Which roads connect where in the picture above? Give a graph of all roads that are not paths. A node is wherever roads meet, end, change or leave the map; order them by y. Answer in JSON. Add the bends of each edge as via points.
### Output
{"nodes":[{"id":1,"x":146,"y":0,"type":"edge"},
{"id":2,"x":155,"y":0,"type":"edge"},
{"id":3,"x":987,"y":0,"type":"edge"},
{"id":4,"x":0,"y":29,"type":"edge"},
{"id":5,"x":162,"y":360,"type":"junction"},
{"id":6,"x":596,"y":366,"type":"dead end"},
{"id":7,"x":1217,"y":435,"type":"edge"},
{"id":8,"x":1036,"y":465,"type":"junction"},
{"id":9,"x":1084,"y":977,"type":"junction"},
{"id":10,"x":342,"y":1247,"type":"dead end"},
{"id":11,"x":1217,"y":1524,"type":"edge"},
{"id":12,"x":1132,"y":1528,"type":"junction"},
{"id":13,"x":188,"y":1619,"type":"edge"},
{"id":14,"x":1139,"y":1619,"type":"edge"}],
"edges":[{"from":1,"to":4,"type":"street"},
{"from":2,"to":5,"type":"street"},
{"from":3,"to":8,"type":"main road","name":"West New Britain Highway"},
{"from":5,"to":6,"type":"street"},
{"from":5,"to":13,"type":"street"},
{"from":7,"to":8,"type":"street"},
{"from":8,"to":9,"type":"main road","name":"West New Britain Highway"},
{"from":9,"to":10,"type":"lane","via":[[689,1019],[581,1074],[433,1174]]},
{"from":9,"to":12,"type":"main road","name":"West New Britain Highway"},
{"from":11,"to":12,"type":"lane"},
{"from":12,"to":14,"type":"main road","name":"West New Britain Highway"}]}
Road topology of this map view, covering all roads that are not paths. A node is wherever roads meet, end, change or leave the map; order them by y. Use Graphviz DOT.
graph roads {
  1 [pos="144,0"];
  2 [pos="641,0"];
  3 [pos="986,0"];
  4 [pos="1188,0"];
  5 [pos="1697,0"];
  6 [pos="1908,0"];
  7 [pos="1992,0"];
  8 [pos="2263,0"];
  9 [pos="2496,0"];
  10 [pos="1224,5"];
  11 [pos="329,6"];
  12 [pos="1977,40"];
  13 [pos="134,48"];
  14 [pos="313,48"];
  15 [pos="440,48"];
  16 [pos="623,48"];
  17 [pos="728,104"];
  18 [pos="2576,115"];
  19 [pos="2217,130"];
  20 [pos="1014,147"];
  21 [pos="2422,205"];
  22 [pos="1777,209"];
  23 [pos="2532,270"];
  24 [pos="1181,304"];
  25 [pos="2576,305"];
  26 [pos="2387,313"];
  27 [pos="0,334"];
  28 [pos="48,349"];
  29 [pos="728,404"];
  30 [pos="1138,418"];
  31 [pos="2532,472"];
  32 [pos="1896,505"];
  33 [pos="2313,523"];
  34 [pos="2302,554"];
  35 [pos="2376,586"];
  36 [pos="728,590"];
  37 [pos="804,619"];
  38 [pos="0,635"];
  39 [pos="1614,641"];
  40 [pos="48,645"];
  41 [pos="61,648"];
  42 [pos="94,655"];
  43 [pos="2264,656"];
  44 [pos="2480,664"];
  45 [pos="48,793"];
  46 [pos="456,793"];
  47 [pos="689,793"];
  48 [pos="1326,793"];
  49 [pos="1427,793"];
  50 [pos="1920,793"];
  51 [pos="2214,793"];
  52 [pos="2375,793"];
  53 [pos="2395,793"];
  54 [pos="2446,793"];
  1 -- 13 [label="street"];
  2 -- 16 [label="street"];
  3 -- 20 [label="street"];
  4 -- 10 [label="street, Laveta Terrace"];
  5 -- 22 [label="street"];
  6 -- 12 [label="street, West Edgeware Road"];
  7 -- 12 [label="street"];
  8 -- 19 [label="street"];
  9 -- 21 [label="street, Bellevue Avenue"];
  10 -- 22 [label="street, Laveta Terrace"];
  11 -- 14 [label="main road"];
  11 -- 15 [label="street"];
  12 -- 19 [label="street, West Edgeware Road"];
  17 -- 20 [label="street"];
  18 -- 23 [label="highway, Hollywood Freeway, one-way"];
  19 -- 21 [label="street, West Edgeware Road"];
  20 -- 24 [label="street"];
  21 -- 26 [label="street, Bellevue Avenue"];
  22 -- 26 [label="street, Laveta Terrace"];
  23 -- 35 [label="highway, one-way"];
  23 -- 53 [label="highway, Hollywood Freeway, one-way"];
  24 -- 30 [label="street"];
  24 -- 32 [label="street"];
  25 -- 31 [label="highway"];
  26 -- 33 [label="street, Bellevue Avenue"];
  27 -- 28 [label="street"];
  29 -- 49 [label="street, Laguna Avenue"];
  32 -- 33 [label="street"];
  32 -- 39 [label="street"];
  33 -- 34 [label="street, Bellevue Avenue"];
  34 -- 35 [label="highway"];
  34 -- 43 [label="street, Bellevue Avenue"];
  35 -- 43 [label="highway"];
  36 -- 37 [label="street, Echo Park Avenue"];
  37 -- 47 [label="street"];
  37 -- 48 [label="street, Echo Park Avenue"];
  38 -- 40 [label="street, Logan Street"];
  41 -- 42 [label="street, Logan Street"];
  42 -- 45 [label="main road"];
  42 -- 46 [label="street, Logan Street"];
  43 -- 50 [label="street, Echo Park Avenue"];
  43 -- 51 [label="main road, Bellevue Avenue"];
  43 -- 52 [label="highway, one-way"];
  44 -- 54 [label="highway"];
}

---

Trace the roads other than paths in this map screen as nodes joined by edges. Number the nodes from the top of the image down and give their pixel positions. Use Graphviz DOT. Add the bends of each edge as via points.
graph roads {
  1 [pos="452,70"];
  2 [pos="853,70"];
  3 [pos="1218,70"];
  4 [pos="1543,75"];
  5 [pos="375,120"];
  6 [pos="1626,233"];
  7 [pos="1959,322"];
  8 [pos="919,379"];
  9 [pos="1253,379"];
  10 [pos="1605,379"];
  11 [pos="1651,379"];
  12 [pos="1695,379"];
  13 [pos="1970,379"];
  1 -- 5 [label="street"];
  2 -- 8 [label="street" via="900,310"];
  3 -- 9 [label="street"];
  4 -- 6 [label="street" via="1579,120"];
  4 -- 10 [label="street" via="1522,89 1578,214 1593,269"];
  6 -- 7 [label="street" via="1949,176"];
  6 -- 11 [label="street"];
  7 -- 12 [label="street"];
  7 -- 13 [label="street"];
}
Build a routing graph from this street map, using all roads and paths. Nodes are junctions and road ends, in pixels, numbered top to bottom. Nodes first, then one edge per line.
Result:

* * *

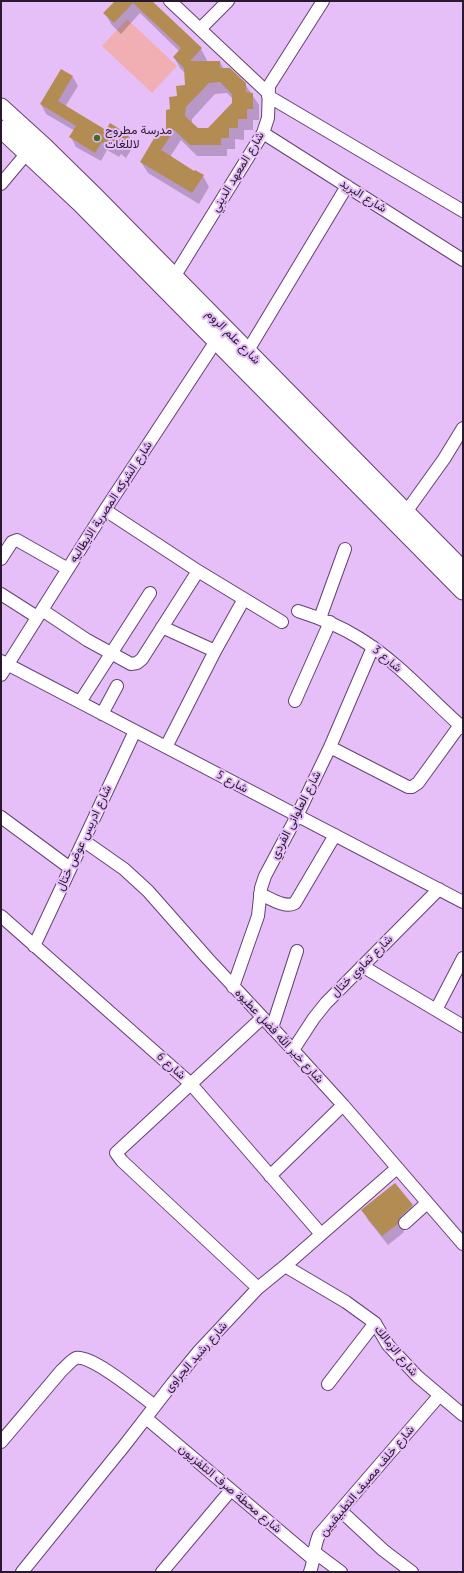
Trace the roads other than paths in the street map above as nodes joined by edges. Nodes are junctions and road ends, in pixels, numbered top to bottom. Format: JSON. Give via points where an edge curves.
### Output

TASK INSTRUCTIONS: Return a copy of each line in the records above that has "numbered" in it.

YOUR RESPONSE:
Build a routing graph from this street map, using all roads and paths. Nodes are junctions and road ends, in pixels, numbered top to bottom. Nodes first, then one edge per line.
Trace the roads other than paths in the street map above as nodes joined by edges. Nodes are junctions and road ends, in pixels, numbered top to bottom. Format: JSON. Give via points where an edge curves.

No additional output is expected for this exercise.